──────── Records
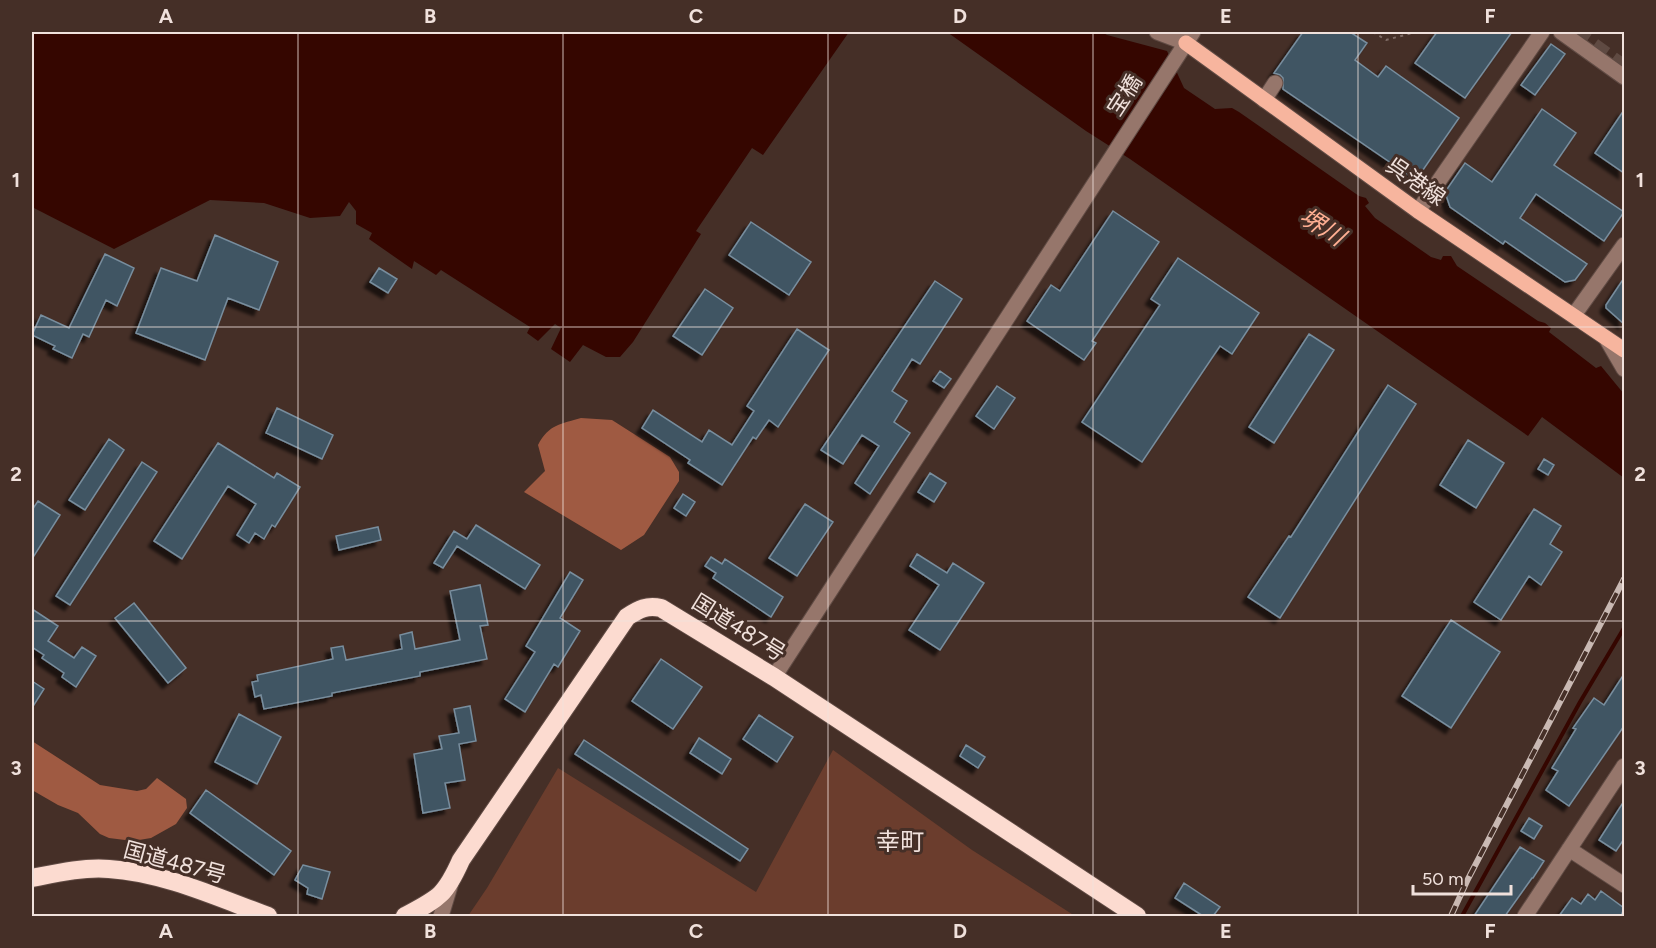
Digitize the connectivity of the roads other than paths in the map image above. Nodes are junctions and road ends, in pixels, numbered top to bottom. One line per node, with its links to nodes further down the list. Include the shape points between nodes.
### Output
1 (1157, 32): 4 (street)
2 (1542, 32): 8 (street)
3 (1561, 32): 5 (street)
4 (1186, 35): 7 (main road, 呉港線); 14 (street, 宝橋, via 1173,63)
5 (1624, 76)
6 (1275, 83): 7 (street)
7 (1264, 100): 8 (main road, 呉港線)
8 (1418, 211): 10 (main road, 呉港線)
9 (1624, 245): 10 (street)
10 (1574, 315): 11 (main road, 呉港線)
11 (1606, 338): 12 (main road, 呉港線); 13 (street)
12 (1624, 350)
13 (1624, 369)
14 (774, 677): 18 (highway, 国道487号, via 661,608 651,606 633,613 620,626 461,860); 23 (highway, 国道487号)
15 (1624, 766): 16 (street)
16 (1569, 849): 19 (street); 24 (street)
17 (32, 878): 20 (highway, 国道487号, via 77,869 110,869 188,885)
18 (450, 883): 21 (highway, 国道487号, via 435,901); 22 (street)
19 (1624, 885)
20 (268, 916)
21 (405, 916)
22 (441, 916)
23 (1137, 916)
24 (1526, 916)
────────────────
**Task goal:** Return every line shown above without changing a word, and skip the pictures.

**Your response:**
Digitize the connectivity of the roads other than paths in the map image above. Nodes are junctions and road ends, in pixels, numbered top to bottom. One line per node, with its links to nodes further down the list. Include the shape points between nodes.
### Output
1 (1157, 32): 4 (street)
2 (1542, 32): 8 (street)
3 (1561, 32): 5 (street)
4 (1186, 35): 7 (main road, 呉港線); 14 (street, 宝橋, via 1173,63)
5 (1624, 76)
6 (1275, 83): 7 (street)
7 (1264, 100): 8 (main road, 呉港線)
8 (1418, 211): 10 (main road, 呉港線)
9 (1624, 245): 10 (street)
10 (1574, 315): 11 (main road, 呉港線)
11 (1606, 338): 12 (main road, 呉港線); 13 (street)
12 (1624, 350)
13 (1624, 369)
14 (774, 677): 18 (highway, 国道487号, via 661,608 651,606 633,613 620,626 461,860); 23 (highway, 国道487号)
15 (1624, 766): 16 (street)
16 (1569, 849): 19 (street); 24 (street)
17 (32, 878): 20 (highway, 国道487号, via 77,869 110,869 188,885)
18 (450, 883): 21 (highway, 国道487号, via 435,901); 22 (street)
19 (1624, 885)
20 (268, 916)
21 (405, 916)
22 (441, 916)
23 (1137, 916)
24 (1526, 916)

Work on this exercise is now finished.